3.1. Identification of 2‐(methoxymethyl)pyrimido[1,2‐a]benzimidazol‐4‐ol (GMP‐1) as competitive inhibitor of Hsp90 molecular chaperone interaction with Tom70 TPR co‐chaperone

Protein interaction between molecular chaperones Hsp70/Hsp90 and mitochondrial import receptor Tom70 is mediated by its TPR domain that binds acidic C‐termini of molecular chaperones through dicarboxylate clamp mechanism. We used crystal structures of several TPR proteins including yeast Tom71 cocrystallized with Hsp70/Hsp90 C‐terminal peptides to screen purchasable compound libraries using DOCK Blaster, a free virtual compound library screening server (see Materials and Methods section). For the structure‐based ligand search, we have selected area of peptide binding on the TPR domain. Hundred best‐scoring compounds were purchased from chemical vendors and tested for inhibition of Tom70 interaction with Hsp90 using dot‐blot assay. Tom70 was blotted on nitrocellulose membrane following incubation with Hsp90‐derived peptide (C90) coupled to HRP. One of the compounds, 2‐methylpyrimido[1,2‐a]benzimidazol‐4(1H)‐one, abbreviated as GMP‐1, has inhibitory effect on C90‐HRP interaction with Tom70 in dot‐blot assay in dose‐dependent manner (Figure 1A‐C). Calculated GMP‐1 IC50 for Tom70 interaction with C90‐HRP was 45 μmol/L. GMP‐1 was also found among best‐scoring hits for other TPR motif protein, PP5; however, IC50 for PP5‐ C90‐HRP interaction was >100 μmol/L. GMP‐1 inhibits C90‐HRP interactions with two other TPR motif proteins, FKBP51 and Tom34, in dot‐blot assay with IC50 150 and 180 μmol/L, respectively, indicating relative specificity of GMP‐1 towards Tom70 protein. We have also purchased several structural analogues of GMP‐1 and tested their ability to inhibit Tom70‐ C90‐HRP interactions; however, IC50 for these molecules was in the range of 60‐150 μmol/L (data not shown).

Figure 1.

Figure 1

Identification of 2‐(methoxymethyl)pyrimido[1,2‐a]benzimidazol‐4‐ol, GMP‐1 as competitive inhibitor of Tom70‐Hsp90 interactions.
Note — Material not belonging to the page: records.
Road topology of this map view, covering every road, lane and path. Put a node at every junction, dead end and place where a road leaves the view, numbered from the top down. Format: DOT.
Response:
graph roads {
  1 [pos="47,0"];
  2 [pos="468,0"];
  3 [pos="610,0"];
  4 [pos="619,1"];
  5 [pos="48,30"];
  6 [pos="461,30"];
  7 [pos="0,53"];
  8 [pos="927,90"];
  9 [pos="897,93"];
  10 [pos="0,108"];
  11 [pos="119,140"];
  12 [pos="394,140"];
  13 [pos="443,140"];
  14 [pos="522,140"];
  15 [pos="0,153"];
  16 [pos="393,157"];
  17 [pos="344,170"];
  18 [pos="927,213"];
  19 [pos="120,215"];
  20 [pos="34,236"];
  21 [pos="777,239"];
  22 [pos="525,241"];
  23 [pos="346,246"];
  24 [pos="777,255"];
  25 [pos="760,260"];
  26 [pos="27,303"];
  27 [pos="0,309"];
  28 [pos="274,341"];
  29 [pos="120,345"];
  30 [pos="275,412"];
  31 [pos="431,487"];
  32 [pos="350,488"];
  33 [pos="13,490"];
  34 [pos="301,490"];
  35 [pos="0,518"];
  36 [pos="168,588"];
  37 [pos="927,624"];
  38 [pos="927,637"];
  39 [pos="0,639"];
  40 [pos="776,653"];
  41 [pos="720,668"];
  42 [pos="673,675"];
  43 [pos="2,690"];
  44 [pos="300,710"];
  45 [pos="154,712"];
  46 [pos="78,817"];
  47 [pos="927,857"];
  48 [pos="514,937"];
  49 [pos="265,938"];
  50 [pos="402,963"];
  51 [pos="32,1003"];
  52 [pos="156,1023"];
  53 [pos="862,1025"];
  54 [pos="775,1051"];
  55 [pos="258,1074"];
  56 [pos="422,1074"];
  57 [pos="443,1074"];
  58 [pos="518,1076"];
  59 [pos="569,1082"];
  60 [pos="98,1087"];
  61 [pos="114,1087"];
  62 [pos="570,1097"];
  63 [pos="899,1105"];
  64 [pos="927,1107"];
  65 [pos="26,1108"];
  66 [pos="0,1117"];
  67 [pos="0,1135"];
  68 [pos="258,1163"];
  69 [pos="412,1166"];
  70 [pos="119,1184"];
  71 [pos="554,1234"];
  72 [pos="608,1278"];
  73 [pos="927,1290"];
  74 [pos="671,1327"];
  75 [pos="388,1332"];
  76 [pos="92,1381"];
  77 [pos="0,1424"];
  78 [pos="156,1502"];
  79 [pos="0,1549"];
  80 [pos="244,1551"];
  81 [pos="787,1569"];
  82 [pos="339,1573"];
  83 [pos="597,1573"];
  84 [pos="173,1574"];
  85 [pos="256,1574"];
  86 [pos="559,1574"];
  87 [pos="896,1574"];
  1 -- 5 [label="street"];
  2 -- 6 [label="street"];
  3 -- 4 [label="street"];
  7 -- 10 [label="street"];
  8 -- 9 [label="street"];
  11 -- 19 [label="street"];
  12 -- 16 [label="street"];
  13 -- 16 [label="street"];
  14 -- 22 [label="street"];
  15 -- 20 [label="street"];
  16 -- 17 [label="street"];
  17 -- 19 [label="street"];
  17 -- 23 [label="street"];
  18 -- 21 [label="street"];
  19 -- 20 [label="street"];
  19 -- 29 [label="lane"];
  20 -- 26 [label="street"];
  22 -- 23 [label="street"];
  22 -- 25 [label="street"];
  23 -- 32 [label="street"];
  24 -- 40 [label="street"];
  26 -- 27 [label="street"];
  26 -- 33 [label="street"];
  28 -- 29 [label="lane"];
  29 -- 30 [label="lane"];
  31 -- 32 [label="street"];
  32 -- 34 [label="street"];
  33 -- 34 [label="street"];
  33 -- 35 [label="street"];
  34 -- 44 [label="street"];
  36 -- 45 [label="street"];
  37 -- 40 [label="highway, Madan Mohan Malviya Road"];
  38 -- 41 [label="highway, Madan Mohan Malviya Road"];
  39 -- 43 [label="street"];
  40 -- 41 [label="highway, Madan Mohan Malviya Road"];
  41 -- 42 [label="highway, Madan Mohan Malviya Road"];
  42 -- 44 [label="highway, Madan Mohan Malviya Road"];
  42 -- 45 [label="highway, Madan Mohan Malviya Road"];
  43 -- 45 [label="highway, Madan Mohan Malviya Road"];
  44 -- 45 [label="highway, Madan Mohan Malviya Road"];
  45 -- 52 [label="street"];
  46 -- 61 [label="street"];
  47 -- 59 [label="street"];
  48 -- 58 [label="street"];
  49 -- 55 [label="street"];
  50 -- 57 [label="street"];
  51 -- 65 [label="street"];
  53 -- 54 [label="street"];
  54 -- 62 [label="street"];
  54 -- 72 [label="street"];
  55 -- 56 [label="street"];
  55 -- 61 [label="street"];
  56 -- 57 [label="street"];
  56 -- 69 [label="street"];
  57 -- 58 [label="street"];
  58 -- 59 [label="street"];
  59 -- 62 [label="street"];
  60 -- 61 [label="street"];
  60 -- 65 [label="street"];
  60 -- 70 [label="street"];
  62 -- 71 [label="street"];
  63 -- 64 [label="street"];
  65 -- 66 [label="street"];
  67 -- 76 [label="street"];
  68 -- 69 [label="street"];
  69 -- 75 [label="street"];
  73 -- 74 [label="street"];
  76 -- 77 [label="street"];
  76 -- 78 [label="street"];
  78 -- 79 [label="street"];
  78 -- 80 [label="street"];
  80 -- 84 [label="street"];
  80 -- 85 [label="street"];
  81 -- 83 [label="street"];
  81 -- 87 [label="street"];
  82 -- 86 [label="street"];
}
A, Chemical structure of GMP‐1. B, Dot‐blot assay of interactions between human Tom70 protein and Hsp90 peptide conjugated to HRP (C90‐HRP) in the presence of DMSO and 100 μmol/L of GMP‐1. C, Dose‐dependent inhibition of Tom70‐ C90‐HRP interactions by GMP‐1. IC 50 was calculated as a mean value of 3 independent experiments

3.2. Effect of GMP‐1 treatment on APP association with mitochondria in SH‐SY5Y neuroblastoma cell line

Treatment of SH‐SY5Y cells with GMP‐1 up to 100 μmol/L for 48 hours did not result in decrease in cell viability; in contrast, GMP‐1 protects SH‐SY5Y cells from toxic effect of Aβ1‐42 exposure (data not shown). Next, we have investigated effect of GMP‐1 treatment on association of APP with mitochondria. As it has previously been shown,5, 11 APP associates with mitochondrial translocation channels in transit. We used immunoprecipitation with antibodies against Tom40, a core component of the protein import channel of the mitochondrial outer membrane and observed that under GMP‐1 treatment conditions amount, coimmunoprecipitated APP decreased by 50% in comparison with DMSO treatment (Figure 2A and B). We have studied the effect of GMP‐1 treatment on distribution of APP in isolated mitochondria and light membrane fractions (P3). The results in Figure 2C and D show that amount of mitochondria‐associated APP is decreased by 50% in GMP‐1‐treated cells as compared to DMSO accompanied by increase in mature APP in P3 fraction. We have previously shown that mitochondrial APP staining with antibodies against N‐terminal epitope of APP molecule resulted in detection of several APP fragments of apparent molecular weight of 20‐75 kD.11 Results presented in Figure 2 suggest partial inhibition of APP association with mitochondria upon GMP‐1 treatment and APP redistribution between different intracellular compartments.

Figure 2.

Figure 2

Effect of GMP‐1 treatment on APP association with mitochondria in SH‐SY5Y neuroblastoma cells. A‐B, Coimmunoprecipitation of APP with anti‐Tom40 antibodies. SH‐SY5Y cells were treated with DMSO or 50 μmol/L of GMP‐1 for 16 h. A, Western blot results with anti‐APP (22c11) and anti‐Tom40 antibodies. B, Signal intensity calculated as ratio of APP/Tom40 antibody staining. DMSO‐treated sample was set as 100%. Experiments were performed in triplicates. C‐D, APP association with mitochondria and light membrane P3 fractions isolated from SH‐SY5Y cells treated with DMSO or 100 μmol/L of GMP‐1 for 16 h. C, Western blot results using anti‐APP (22c11) antibody. D, Signal intensity calculated as percentage of staining in mitochondrial or P3 samples to total sample staining. Three independent experiments were performed

3.3. Effect of GMP‐1 treatment on viability and motor function of transgenic drosophila expressing Aβ1‐42 as well as tandem Aβ1‐42 (T‐Aβ1‐42)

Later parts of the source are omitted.